We Know All About You

Cette recension a été publiée dans le numéro d’automne de Politique étrangère (n°3/2017). Jérôme Marchand propose une analyse de l’ouvrage de Rhodri Jeffreys-Jones, We Know All About You. The Story of Surveillance in Britain and America (Oxford University Press, 2017, 304 pages).

En s’intéressant aux systèmes de surveillance de masse implantés en Grande-Bretagne et aux USA depuis la seconde moitié du XIXe siècle, et traitant des secteurs public et privé, ce texte dresse une longue liste d’abus étatiques, mais invite à ne pas sous-estimer les menaces que posent le renseignement d’entreprise et le data-mining. Plutôt qu’une réflexion politologique ou sociologique, Rhodri Jeffreys-Jones propose une promenade historique et chronologique.

L’ensemble s’articule en 12 chapitres, riches en portraits et anecdotes. Il expose d’abord les opérations de fichage et de black-listing montées par le patronat américain et britannique. Suivent des passages plus politiques, exposant les connivences latentes entre Roosevelt et Hoover, revenant sur les purges anticommunistes des années 1940-1950, puis sur les menées « anti-radicales » des années 1960-1980 (COINTELPRO). Au final, We Know All About You aborde la question des régressions démocratiques enclenchées depuis une quinzaine d’années avec l’assentiment de larges blocs de citoyens-consommateurs.

Le sentiment d’ensemble ? L’auteur apporte des éléments de comparaison utiles pour appréhender opportunités et entraves que connaissent les « sécurocrates » des deux pays. En revanche, l’analyse se montre lacunaire. Plutôt synthétique et structuré jusqu’aux mesures régulatrices des années ­1970-1990 (de la commission Church aux initiatives de Tony Blair), We All Know About You perd en consistance à partir du chapitre 9, qui traite de l’impact des attentats du 11 Septembre. Les chapitres qui suivent, qui examinent les pratiques intrusives des grandes entreprises, l’affaire Snowden et les réformes prises de l’ère Cameron-Obama, se réduisent par moments à de simples déroulés événementiels. Entre autres exemples, l’affaire News of the World, ponctuée par le sabordage de cette publication, méritait mieux que le traitement des pages 198-200 – en particulier si l’on tient compte des mises en perspective du journaliste d’investigation Nick Davies dans Hack Attack (Random House, 2014).
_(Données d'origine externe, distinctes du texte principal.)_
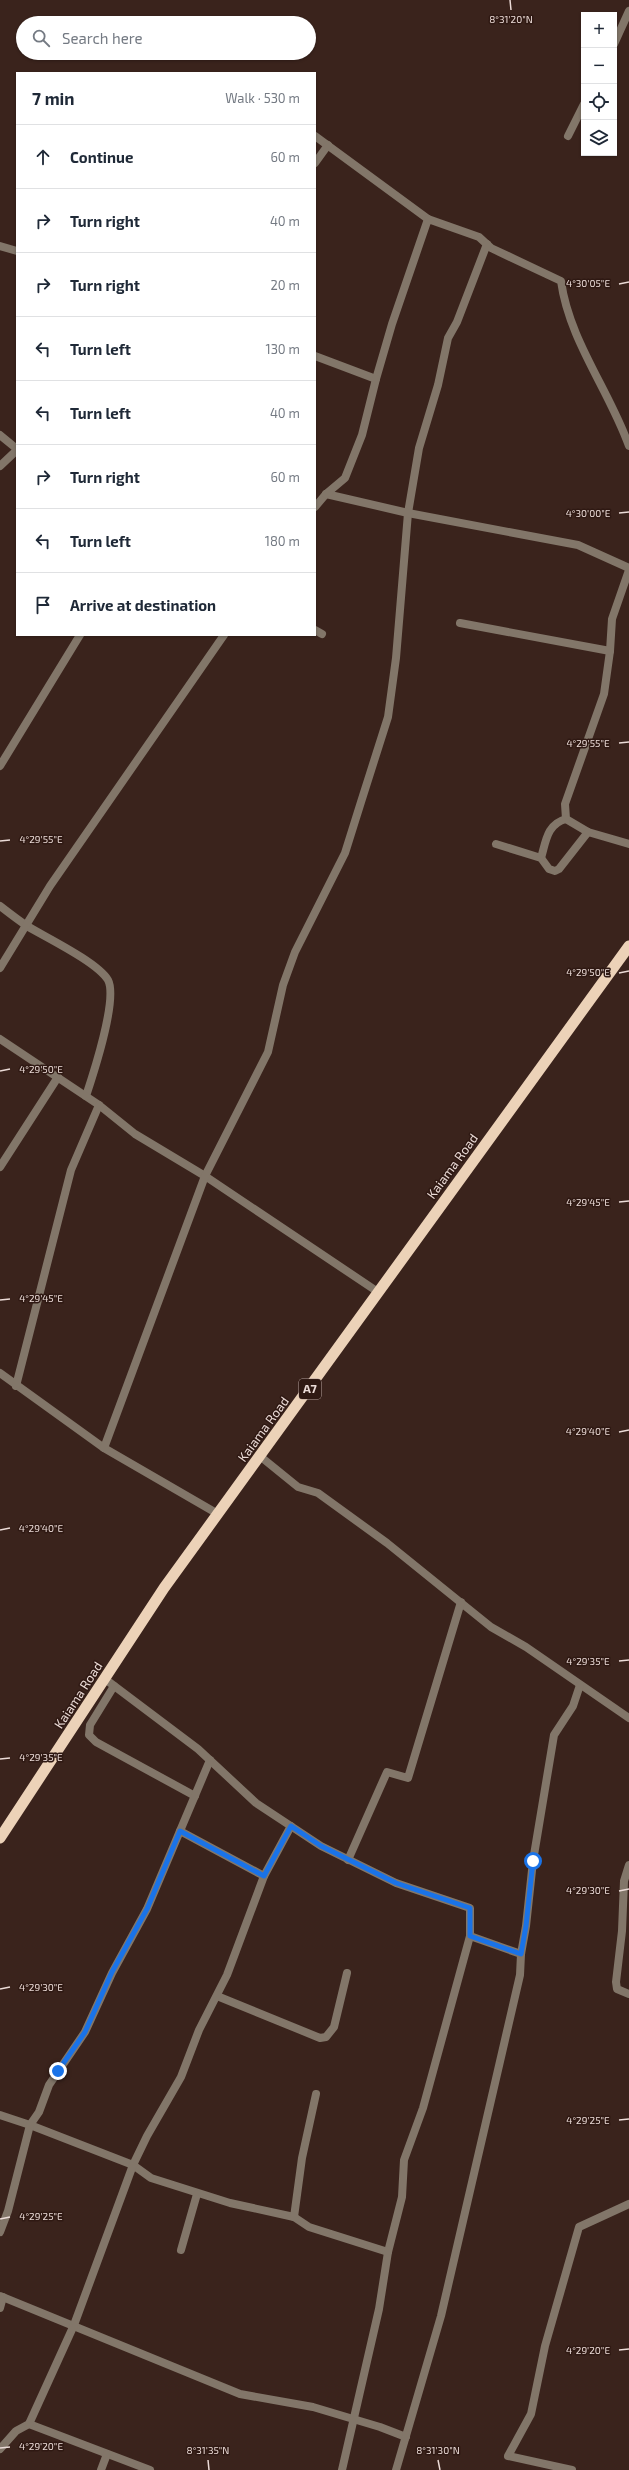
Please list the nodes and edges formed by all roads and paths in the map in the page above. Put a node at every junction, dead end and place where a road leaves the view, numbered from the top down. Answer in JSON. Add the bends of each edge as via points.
{"nodes":[{"id":1,"x":629,"y":11,"type":"edge"},
{"id":2,"x":617,"y":37,"type":"edge"},
{"id":3,"x":581,"y":110,"type":"edge"},
{"id":4,"x":568,"y":136,"type":"dead end"},
{"id":5,"x":316,"y":137,"type":"edge"},
{"id":6,"x":328,"y":145,"type":"junction"},
{"id":7,"x":316,"y":162,"type":"edge"},
{"id":8,"x":428,"y":219,"type":"junction"},
{"id":9,"x":487,"y":244,"type":"junction"},
{"id":10,"x":0,"y":246,"type":"edge"},
{"id":11,"x":16,"y":251,"type":"edge"},
{"id":12,"x":316,"y":356,"type":"edge"},
{"id":13,"x":376,"y":379,"type":"junction"},
{"id":14,"x":0,"y":434,"type":"edge"},
{"id":15,"x":629,"y":446,"type":"edge"},
{"id":16,"x":16,"y":448,"type":"edge"},
{"id":17,"x":16,"y":450,"type":"edge"},
{"id":18,"x":0,"y":466,"type":"edge"},
{"id":19,"x":326,"y":494,"type":"junction"},
{"id":20,"x":316,"y":506,"type":"edge"},
{"id":21,"x":408,"y":513,"type":"junction"},
{"id":22,"x":629,"y":569,"type":"edge"},
{"id":23,"x":460,"y":623,"type":"dead end"},
{"id":24,"x":79,"y":636,"type":"edge"},
{"id":25,"x":223,"y":636,"type":"edge"},
{"id":26,"x":610,"y":651,"type":"junction"},
{"id":27,"x":0,"y":766,"type":"edge"},
{"id":28,"x":566,"y":819,"type":"junction"},
{"id":29,"x":588,"y":832,"type":"junction"},
{"id":30,"x":496,"y":844,"type":"dead end"},
{"id":31,"x":629,"y":844,"type":"edge"},
{"id":32,"x":541,"y":858,"type":"junction"},
{"id":33,"x":0,"y":906,"type":"edge"},
{"id":34,"x":25,"y":924,"type":"junction"},
{"id":35,"x":629,"y":946,"type":"edge"},
{"id":36,"x":0,"y":968,"type":"edge"},
{"id":37,"x":0,"y":1039,"type":"edge"},
{"id":38,"x":58,"y":1077,"type":"junction"},
{"id":39,"x":86,"y":1096,"type":"junction"},
{"id":40,"x":99,"y":1105,"type":"junction"},
{"id":41,"x":0,"y":1167,"type":"edge"},
{"id":42,"x":205,"y":1176,"type":"junction"},
{"id":43,"x":378,"y":1292,"type":"junction"},
{"id":44,"x":0,"y":1374,"type":"edge"},
{"id":45,"x":16,"y":1386,"type":"junction"},
{"id":46,"x":104,"y":1448,"type":"junction"},
{"id":47,"x":261,"y":1457,"type":"junction"},
{"id":48,"x":218,"y":1514,"type":"junction"},
{"id":49,"x":461,"y":1602,"type":"junction"},
{"id":50,"x":110,"y":1683,"type":"junction"},
{"id":51,"x":580,"y":1685,"type":"junction"},
{"id":52,"x":629,"y":1718,"type":"edge"},
{"id":53,"x":210,"y":1760,"type":"junction"},
{"id":54,"x":195,"y":1796,"type":"junction"},
{"id":55,"x":291,"y":1826,"type":"junction"},
{"id":56,"x":180,"y":1831,"type":"junction"},
{"id":57,"x":0,"y":1838,"type":"edge"},
{"id":58,"x":348,"y":1860,"type":"junction"},
{"id":59,"x":629,"y":1865,"type":"edge"},
{"id":60,"x":264,"y":1876,"type":"junction"},
{"id":61,"x":470,"y":1936,"type":"junction"},
{"id":62,"x":521,"y":1954,"type":"junction"},
{"id":63,"x":347,"y":1974,"type":"dead end"},
{"id":64,"x":629,"y":1994,"type":"edge"},
{"id":65,"x":217,"y":1996,"type":"junction"},
{"id":66,"x":316,"y":2094,"type":"dead end"},
{"id":67,"x":0,"y":2115,"type":"edge"},
{"id":68,"x":30,"y":2125,"type":"junction"},
{"id":69,"x":133,"y":2165,"type":"junction"},
{"id":70,"x":197,"y":2194,"type":"junction"},
{"id":71,"x":629,"y":2204,"type":"edge"},
{"id":72,"x":294,"y":2217,"type":"junction"},
{"id":73,"x":0,"y":2232,"type":"edge"},
{"id":74,"x":181,"y":2250,"type":"dead end"},
{"id":75,"x":388,"y":2252,"type":"junction"},
{"id":76,"x":2,"y":2297,"type":"edge"},
{"id":77,"x":0,"y":2308,"type":"edge"},
{"id":78,"x":74,"y":2325,"type":"junction"},
{"id":79,"x":354,"y":2420,"type":"junction"},
{"id":80,"x":29,"y":2424,"type":"junction"},
{"id":81,"x":406,"y":2437,"type":"junction"},
{"id":82,"x":0,"y":2450,"type":"edge"},
{"id":83,"x":107,"y":2454,"type":"junction"},
{"id":84,"x":100,"y":2470,"type":"edge"},
{"id":85,"x":150,"y":2470,"type":"edge"},
{"id":86,"x":342,"y":2470,"type":"edge"},
{"id":87,"x":396,"y":2470,"type":"edge"},
{"id":88,"x":572,"y":2470,"type":"edge"}],
"edges":[{"from":1,"to":2,"type":"street"},
{"from":3,"to":4,"type":"street"},
{"from":5,"to":6,"type":"street"},
{"from":6,"to":7,"type":"street"},
{"from":6,"to":8,"type":"street"},
{"from":8,"to":9,"type":"street","via":[[479,237]]},
{"from":8,"to":13,"type":"street"},
{"from":9,"to":15,"type":"street","via":[[561,281],[572,324],[618,416]]},
{"from":9,"to":21,"type":"street","via":[[457,322],[448,338],[438,385],[419,448]]},
{"from":10,"to":11,"type":"street"},
{"from":12,"to":13,"type":"street"},
{"from":13,"to":19,"type":"street","via":[[362,435],[345,478]]},
{"from":14,"to":16,"type":"street"},
{"from":17,"to":18,"type":"street"},
{"from":19,"to":20,"type":"street"},
{"from":19,"to":21,"type":"street"},
{"from":21,"to":22,"type":"street","via":[[578,545]]},
{"from":21,"to":42,"type":"street","via":[[396,658],[388,717],[345,853],[295,952],[283,985],[268,1052]]},
{"from":22,"to":26,"type":"street","via":[[612,619]]},
{"from":23,"to":26,"type":"street"},
{"from":24,"to":27,"type":"street"},
{"from":25,"to":34,"type":"street"},
{"from":26,"to":28,"type":"street","via":[[604,694],[565,804]]},
{"from":28,"to":29,"type":"street"},
{"from":28,"to":32,"type":"street","via":[[557,821],[550,829]]},
{"from":29,"to":31,"type":"street"},
{"from":29,"to":32,"type":"street","via":[[559,869],[549,869]]},
{"from":30,"to":32,"type":"street"},
{"from":33,"to":34,"type":"street"},
{"from":34,"to":36,"type":"street"},
{"from":34,"to":39,"type":"street","via":[[81,957],[107,979],[110,986],[111,993],[99,1056]]},
{"from":35,"to":43,"type":"highway","name":"Kaiama Road","number":"A7"},
{"from":37,"to":38,"type":"street"},
{"from":38,"to":39,"type":"street"},
{"from":38,"to":41,"type":"street"},
{"from":39,"to":40,"type":"street"},
{"from":40,"to":42,"type":"street","via":[[135,1134]]},
{"from":40,"to":45,"type":"street","via":[[71,1170]]},
{"from":42,"to":43,"type":"street"},
{"from":42,"to":46,"type":"street"},
{"from":43,"to":47,"type":"highway","name":"Kaiama Road","number":"A7"},
{"from":44,"to":45,"type":"street"},
{"from":45,"to":46,"type":"street"},
{"from":46,"to":48,"type":"street"},
{"from":47,"to":48,"type":"highway","name":"Kaiama Road","number":"A7"},
{"from":47,"to":49,"type":"street","via":[[298,1487],[318,1494],[387,1543]]},
{"from":48,"to":50,"type":"highway","name":"Kaiama Road","number":"A7","via":[[164,1588]]},
{"from":49,"to":51,"type":"street","via":[[491,1627],[526,1647]]},
{"from":49,"to":58,"type":"street","via":[[408,1778],[387,1772]]},
{"from":50,"to":53,"type":"street"},
{"from":50,"to":54,"type":"street","via":[[90,1725],[89,1735],[96,1742]]},
{"from":50,"to":57,"type":"highway","name":"Kaiama Road","number":"A7"},
{"from":51,"to":52,"type":"street"},
{"from":51,"to":62,"type":"street","via":[[573,1706],[554,1735]]},
{"from":53,"to":54,"type":"street"},
{"from":53,"to":55,"type":"street","via":[[256,1803]]},
{"from":54,"to":56,"type":"street"},
{"from":55,"to":58,"type":"street"},
{"from":55,"to":60,"type":"street"},
{"from":56,"to":60,"type":"street"},
{"from":56,"to":68,"type":"street","via":[[147,1909],[112,1972],[85,2032],[49,2085],[39,2112]]},
{"from":58,"to":61,"type":"street","via":[[396,1883],[470,1908]]},
{"from":59,"to":64,"type":"street","via":[[624,1881],[616,1982],[618,1989]]},
{"from":60,"to":65,"type":"street"},
{"from":61,"to":62,"type":"street"},
{"from":61,"to":75,"type":"street","via":[[423,2108],[404,2160],[402,2197]]},
{"from":62,"to":81,"type":"street","via":[[520,1975],[441,2316]]},
{"from":63,"to":65,"type":"street","via":[[334,2027],[326,2037],[320,2038]]},
{"from":65,"to":69,"type":"street","via":[[199,2030],[181,2077]]},
{"from":66,"to":72,"type":"street","via":[[302,2158]]},
{"from":67,"to":68,"type":"street"},
{"from":68,"to":69,"type":"street"},
{"from":68,"to":73,"type":"street","via":[[8,2211]]},
{"from":69,"to":70,"type":"street","via":[[151,2178]]},
{"from":69,"to":78,"type":"street"},
{"from":70,"to":72,"type":"street"},
{"from":70,"to":74,"type":"street"},
{"from":71,"to":88,"type":"street","via":[[579,2227],[545,2346],[531,2414],[508,2456]]},
{"from":72,"to":75,"type":"street","via":[[309,2227]]},
{"from":75,"to":79,"type":"street","via":[[379,2309]]},
{"from":76,"to":77,"type":"street"},
{"from":76,"to":78,"type":"street"},
{"from":78,"to":79,"type":"street","via":[[240,2394],[314,2407]]},
{"from":78,"to":80,"type":"street"},
{"from":79,"to":81,"type":"street"},
{"from":79,"to":86,"type":"street"},
{"from":80,"to":82,"type":"street","via":[[16,2431]]},
{"from":80,"to":83,"type":"street"},
{"from":81,"to":87,"type":"street"},
{"from":83,"to":84,"type":"street"},
{"from":83,"to":85,"type":"street"}]}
Plus profondément, l’ouvrage donne l’impression d’osciller entre deux thèmes : la mise sous surveillance légale ou illégale de contingents sans cesse plus fournis de citoyens britanniques et américains d’une part, d’autre part la formation de réactions de contrôle démocratique à forte résonance médiatique. Cette dualité éclaire les compromis réalisés par tel ou tel grand décideur. Mais elle ne donne pas forcément une idée juste des luttes d’influence qui s’exercent dans les coulisses du pouvoir, sous l’impulsion d’une haute fonction publique concernée de près par le Big Business sécuritaire et ses sinécures dorées.

Point connexe, l’ouvrage manifeste une nette tendance à placer sur un même plan les déviances du public et du privé, sans relever la responsabilité particulière de politiciens ou de fonctionnaires qui violent délibérément des normes démocratiques qu’ils sont chargés d’appliquer de manière convaincante. Ce qui pose de tout autres problèmes d’érosion normative, de dé-légitimation institutionnelle, et de rupture d’hégémonie que les intrusions des grandes entreprises. La bibliographie est bonne, mais avec des absences notables concernant les agissements criminels des cabinets d’investigation barbouzards (Lubbers) et les retombées systémiques des débords étatiques (Tarrow).